Toen de toverdokter zag dat de kerkelijke leider bang was om tegen de demonen op te treden door de juju te vernietigen, vroeg hij vervolgens aan de getuige van Jehovah hem te willen helpen. Zij sprak erover met de presiderende bedienaar van haar gemeente, en hij trof onmiddellijk regelingen om de juju te laten verbranden. De mensen in de buurt verwachtten natuurlijk dat de Getuigen die de juju vernietigden stellig zouden sterven. Toen hun echter niets overkwam, besloten de mensen zelf ook meer over de ware God, Jehovah, die machtiger is dan enig andere god, te weten te komen. Wat de toverdokter en zijn vrouw betreft — zij werden van de toverkracht der demonen bevrijd. Zij begonnen de vergaderingen van de Getuigen te bezoeken en na zes maanden werden zij gedoopt. De ex-toverdokter staat nu zelf als pionier-bedienaar van het evangelie in de volle-tijddienst en helpt anderen zich van de slavernij aan het spiritisme los te maken.

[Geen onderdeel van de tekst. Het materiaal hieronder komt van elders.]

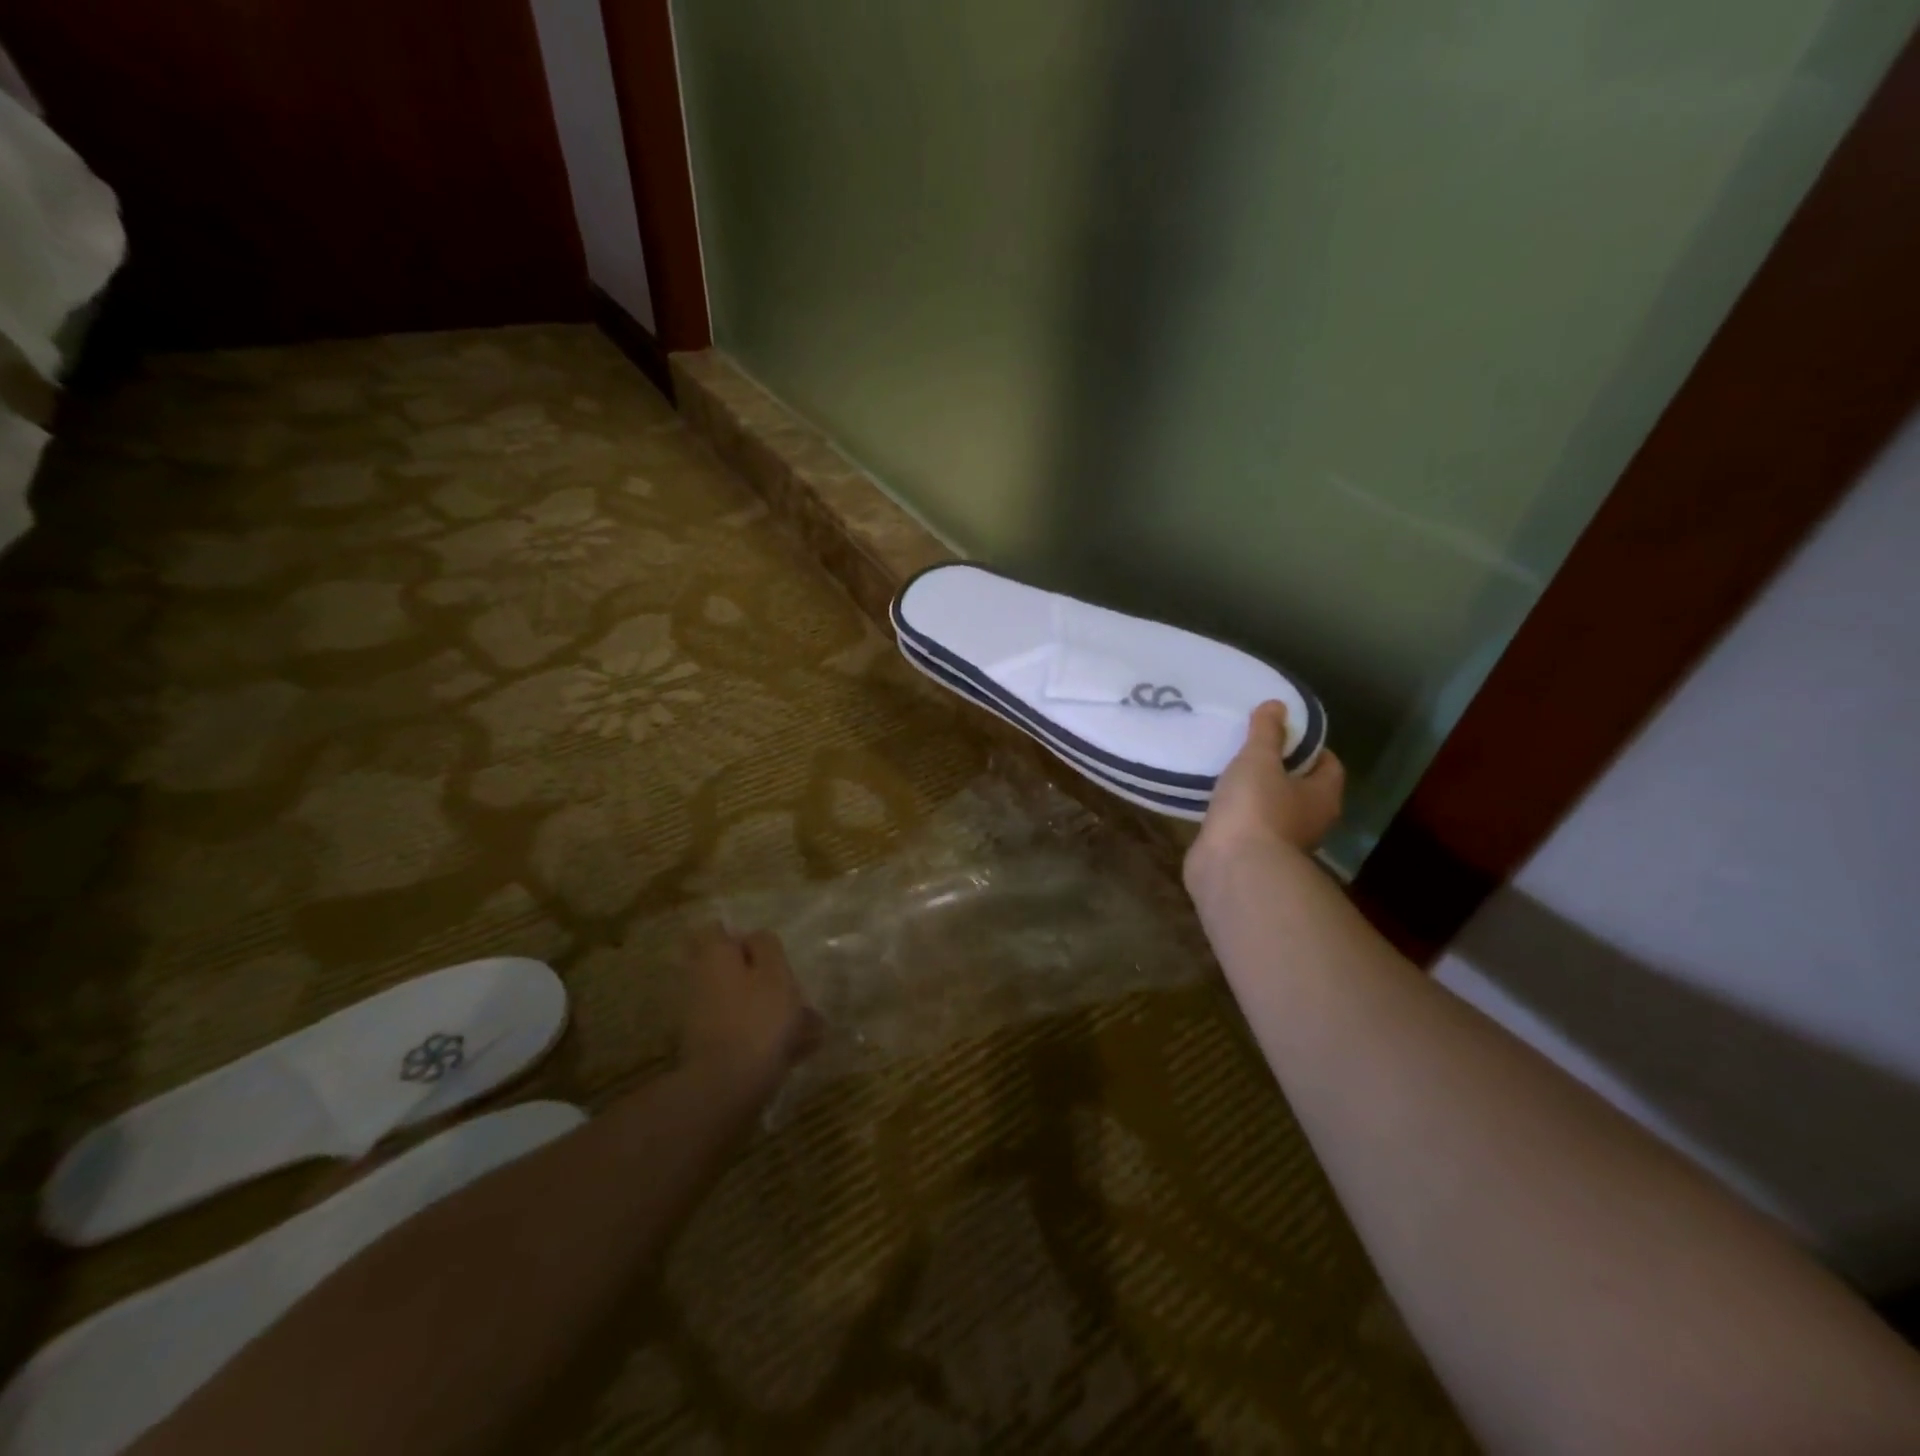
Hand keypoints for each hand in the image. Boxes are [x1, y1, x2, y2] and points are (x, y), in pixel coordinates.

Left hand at [680, 925, 822, 1096]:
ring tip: (810, 1027)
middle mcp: (701, 981)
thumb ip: (767, 946)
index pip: (719, 930)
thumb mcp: (774, 971)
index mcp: (714, 956)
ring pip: (742, 1001)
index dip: (745, 938)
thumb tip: (755, 937)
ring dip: (770, 1008)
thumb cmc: (757, 1018)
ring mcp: (702, 1016)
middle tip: (794, 990)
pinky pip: (743, 1030)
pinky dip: (766, 1035)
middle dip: (761, 976)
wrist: (726, 1087)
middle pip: (732, 968)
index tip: (771, 952)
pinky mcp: (710, 1047)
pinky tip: (799, 1050)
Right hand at [1187, 701, 1345, 886]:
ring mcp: (1280, 842)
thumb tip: (1277, 705)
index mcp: (1322, 796)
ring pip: (1271, 809)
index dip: (1309, 746)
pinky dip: (1235, 814)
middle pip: (1301, 788)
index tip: (1283, 731)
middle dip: (1279, 769)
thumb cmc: (1256, 808)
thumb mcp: (1259, 760)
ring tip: (1228, 771)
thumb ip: (1267, 733)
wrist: (1233, 869)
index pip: (1328, 765)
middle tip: (1251, 748)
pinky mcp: (1250, 855)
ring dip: (1255, 794)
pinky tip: (1214, 801)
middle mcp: (1309, 821)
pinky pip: (1245, 826)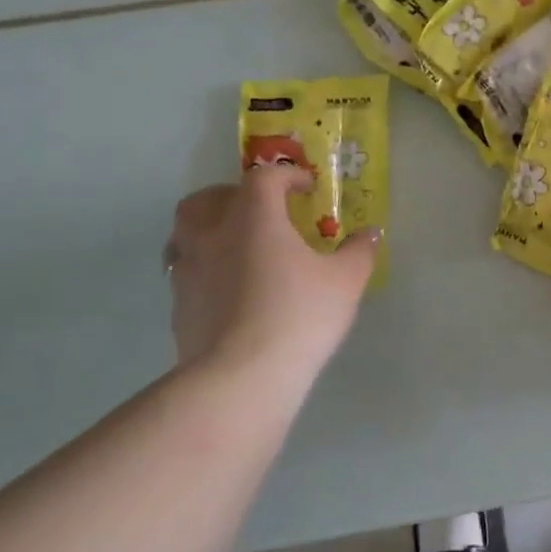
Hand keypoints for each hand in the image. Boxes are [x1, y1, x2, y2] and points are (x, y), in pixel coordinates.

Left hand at [166, 163, 379, 381]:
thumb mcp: (346, 281)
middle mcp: (213, 235)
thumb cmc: (299, 315)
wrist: (241, 376)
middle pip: (209, 198)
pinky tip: (232, 288)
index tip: (307, 187)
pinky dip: (207, 267)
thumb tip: (371, 234)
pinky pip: (187, 270)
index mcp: (254, 218)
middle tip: (261, 211)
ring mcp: (188, 270)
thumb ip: (359, 251)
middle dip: (234, 195)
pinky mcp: (179, 305)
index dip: (288, 175)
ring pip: (187, 233)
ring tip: (240, 246)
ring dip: (211, 229)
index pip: (264, 178)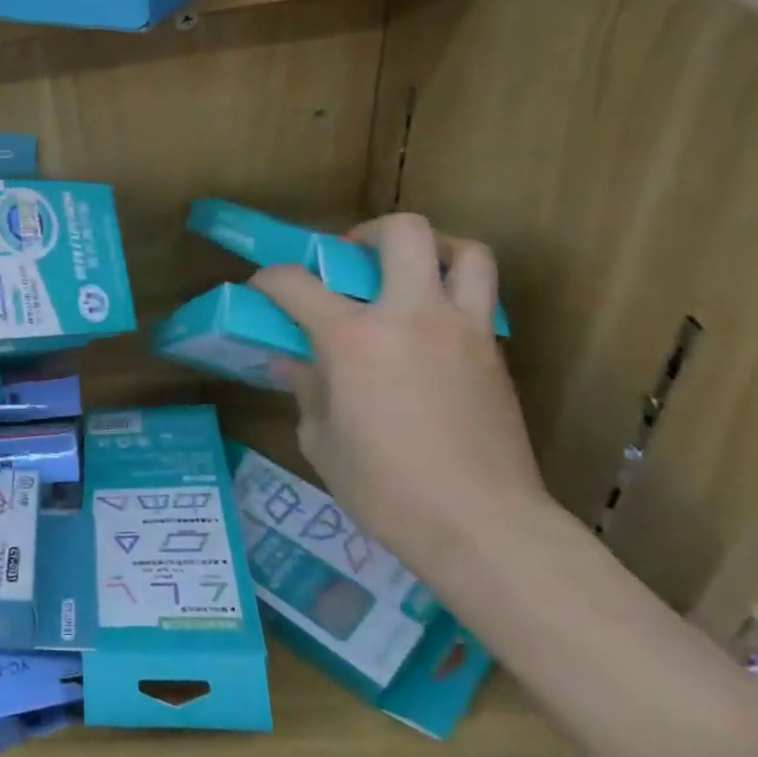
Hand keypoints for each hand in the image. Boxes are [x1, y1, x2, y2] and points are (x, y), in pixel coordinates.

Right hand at [251, 213, 548, 579]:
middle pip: (402, 232)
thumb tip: (295, 363)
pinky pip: (480, 299)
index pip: (296, 283)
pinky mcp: (495, 353)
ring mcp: (461, 330)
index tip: (262, 288)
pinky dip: (453, 296)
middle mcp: (409, 315)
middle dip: (368, 233)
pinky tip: (431, 332)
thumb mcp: (321, 440)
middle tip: (351, 259)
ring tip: (410, 273)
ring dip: (433, 249)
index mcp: (352, 338)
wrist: (481, 524)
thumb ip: (307, 389)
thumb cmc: (384, 488)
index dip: (269, 278)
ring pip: (465, 252)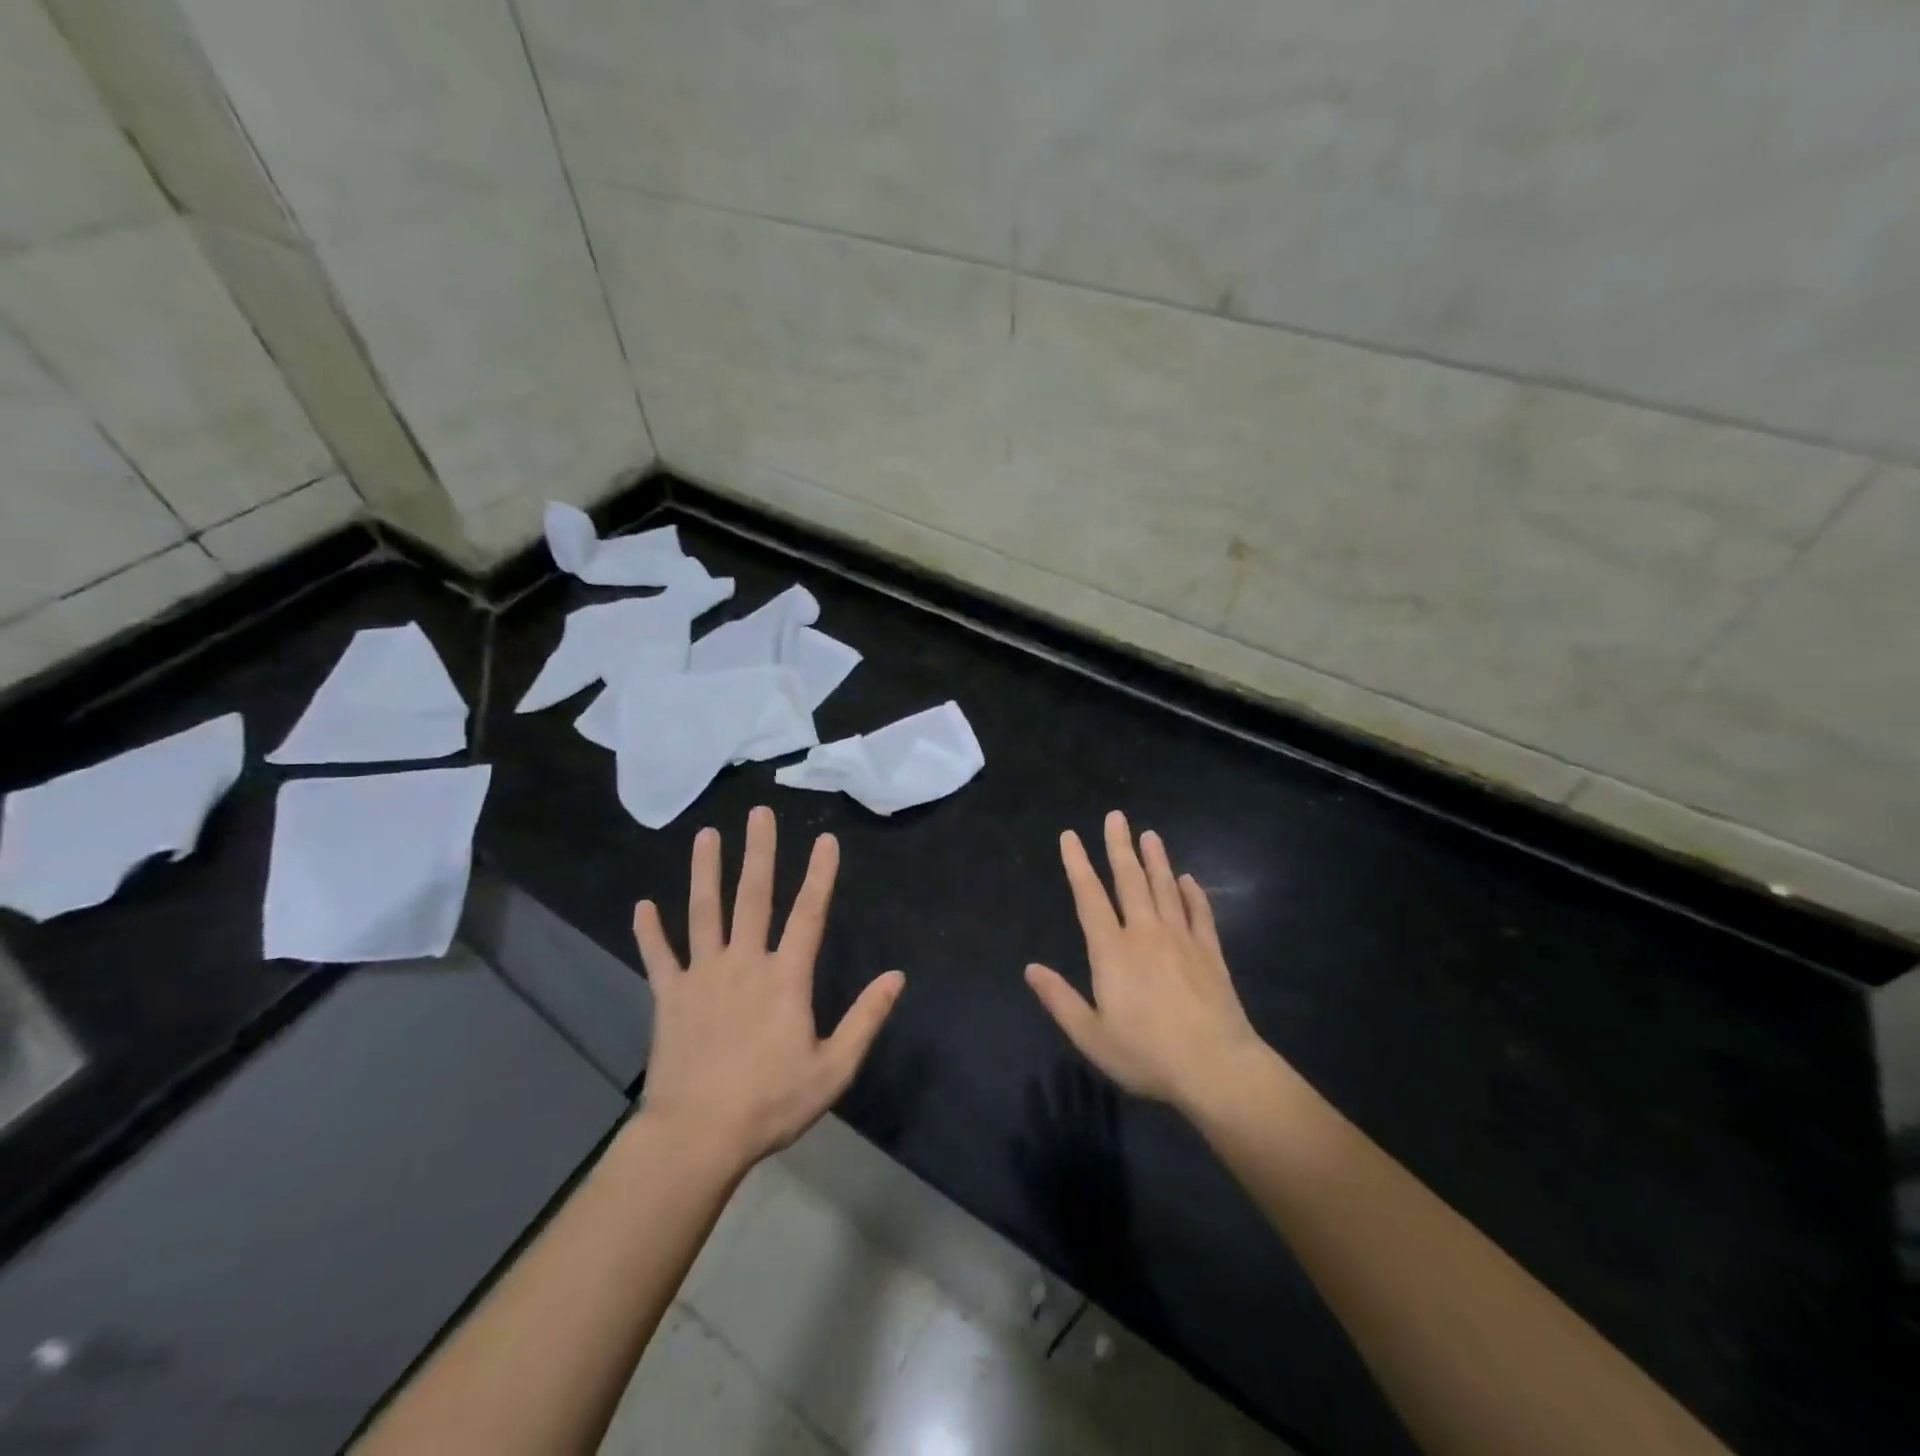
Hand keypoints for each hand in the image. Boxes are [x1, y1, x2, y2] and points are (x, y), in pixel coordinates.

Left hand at [633, 806, 904, 1172]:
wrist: (697, 1137)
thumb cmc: (771, 1103)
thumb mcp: (833, 1068)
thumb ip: (865, 1019)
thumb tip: (897, 977)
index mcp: (785, 978)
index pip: (808, 914)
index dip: (820, 875)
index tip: (826, 839)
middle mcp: (743, 964)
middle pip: (752, 897)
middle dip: (759, 852)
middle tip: (759, 813)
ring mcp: (702, 977)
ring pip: (703, 913)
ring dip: (705, 871)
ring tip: (705, 835)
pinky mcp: (669, 997)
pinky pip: (658, 957)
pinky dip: (650, 932)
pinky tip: (642, 906)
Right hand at [1026, 810, 1262, 1113]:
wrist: (1217, 1068)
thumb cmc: (1147, 1054)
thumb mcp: (1091, 1035)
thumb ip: (1060, 999)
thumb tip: (1030, 968)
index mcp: (1112, 951)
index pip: (1089, 897)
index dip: (1078, 864)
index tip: (1070, 836)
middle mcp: (1146, 934)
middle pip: (1130, 880)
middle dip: (1119, 846)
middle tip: (1116, 816)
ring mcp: (1182, 940)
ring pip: (1166, 888)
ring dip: (1156, 860)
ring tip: (1150, 834)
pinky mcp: (1210, 953)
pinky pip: (1199, 914)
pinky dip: (1193, 894)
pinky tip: (1189, 880)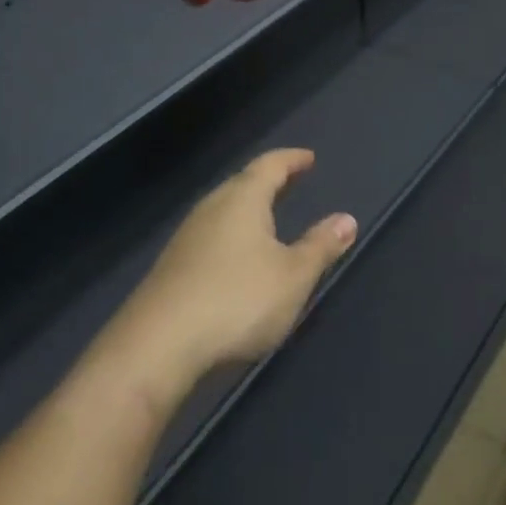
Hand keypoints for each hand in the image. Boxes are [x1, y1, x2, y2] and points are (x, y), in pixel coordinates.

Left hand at [113, 149, 357, 388]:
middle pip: (243, 183)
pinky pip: (211, 234)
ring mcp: (187, 236)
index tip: (308, 158)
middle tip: (291, 181)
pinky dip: (231, 233)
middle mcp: (213, 207)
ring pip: (224, 209)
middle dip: (269, 181)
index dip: (291, 160)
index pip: (270, 165)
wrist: (157, 346)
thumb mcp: (292, 277)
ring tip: (267, 217)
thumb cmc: (236, 300)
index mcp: (243, 198)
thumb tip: (347, 219)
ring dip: (248, 208)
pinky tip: (235, 256)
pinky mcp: (173, 267)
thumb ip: (320, 246)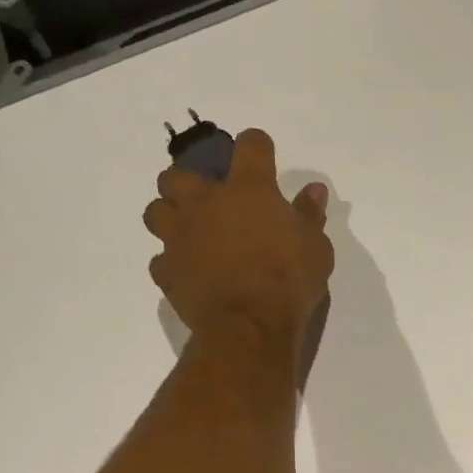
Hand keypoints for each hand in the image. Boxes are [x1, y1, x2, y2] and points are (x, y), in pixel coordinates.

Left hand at [143, 128, 333, 344]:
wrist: (250, 325)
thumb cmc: (289, 282)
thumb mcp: (316, 249)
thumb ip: (310, 216)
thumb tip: (314, 190)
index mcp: (248, 190)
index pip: (251, 146)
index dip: (257, 148)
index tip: (263, 157)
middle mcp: (205, 203)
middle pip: (178, 174)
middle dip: (189, 184)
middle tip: (208, 204)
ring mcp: (180, 237)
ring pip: (156, 211)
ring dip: (169, 218)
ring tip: (188, 235)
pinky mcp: (167, 271)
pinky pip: (160, 262)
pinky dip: (171, 266)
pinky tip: (187, 275)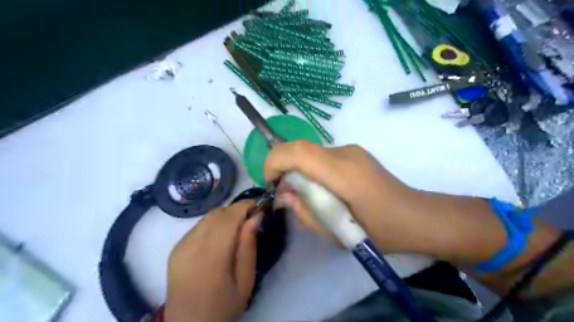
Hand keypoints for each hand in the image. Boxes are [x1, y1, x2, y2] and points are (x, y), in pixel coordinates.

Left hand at [164, 202, 258, 321]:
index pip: (229, 217)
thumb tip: (255, 217)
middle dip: (237, 210)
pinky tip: (220, 237)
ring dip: (225, 216)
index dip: (245, 206)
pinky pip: (198, 225)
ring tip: (237, 228)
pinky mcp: (176, 247)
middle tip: (251, 218)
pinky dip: (213, 224)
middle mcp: (192, 246)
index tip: (260, 205)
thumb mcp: (245, 281)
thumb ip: (248, 247)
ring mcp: (181, 245)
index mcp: (211, 257)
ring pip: (208, 217)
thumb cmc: (223, 306)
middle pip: (218, 213)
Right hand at [264, 139, 420, 250]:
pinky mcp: (355, 153)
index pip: (298, 151)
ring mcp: (352, 150)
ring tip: (306, 195)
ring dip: (299, 170)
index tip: (270, 182)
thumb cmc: (380, 232)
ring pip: (311, 153)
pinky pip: (323, 157)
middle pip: (302, 148)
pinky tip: (323, 190)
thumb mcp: (335, 232)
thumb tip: (283, 195)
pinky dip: (312, 170)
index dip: (275, 161)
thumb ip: (305, 211)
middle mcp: (346, 153)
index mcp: (343, 173)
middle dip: (284, 167)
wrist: (416, 217)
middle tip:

Hoewel ik niet langer de financiële inkomsten geniet als genezingen verrichtende toverdokter, heb ik ware verkwikking voor mijn ziel ontvangen door als een discipel van Christus Gods wil te doen (Matth. 11:28-30). En wat een vreugde geeft het mij, anderen deze verkwikking te bezorgen! Nu kan ik anderen vertellen dat God niet door middel van toverij maar door bemiddeling van zijn Koning-Zoon Jezus Christus blijvende genezing voor de gehele gehoorzame mensheid zal bewerken door hen tot menselijke volmaaktheid te brengen (Openb. 21:3, 4). Wat ben ik bovendien dankbaar dat Jehovah in de naaste toekomst aan alle vals-religieuze praktijken met inbegrip van toverij een eind zal maken. — Openb. 22:15.
Mijn vreugde blijft zich vermeerderen. Vier van mijn negen kinderen koesteren thans eveneens de hoop op eeuwig leven in Gods nieuwe samenstel van dingen. Mijn jongere broer, die zich er, te zamen met mijn ouders, hevig tegen verzette dat ik een van Jehovah’s getuigen werd, heeft een verandering van hart ondergaan en dient thans de belangen van Gods koninkrijk. Ook heb ik nog op de leeftijd van vierenzeventig jaar het voorrecht ontvangen een speciale cursus voor gemeenteopzieners te volgen die onder auspiciën staat van het Wachttorengenootschap in Lagos, Nigeria. Mijn vreugdevolle ervaringen en mijn beloningen zijn werkelijk groot geweest sinds ik mij van het spiritisme heb losgerukt en mijn leven aan de ware God heb opgedragen!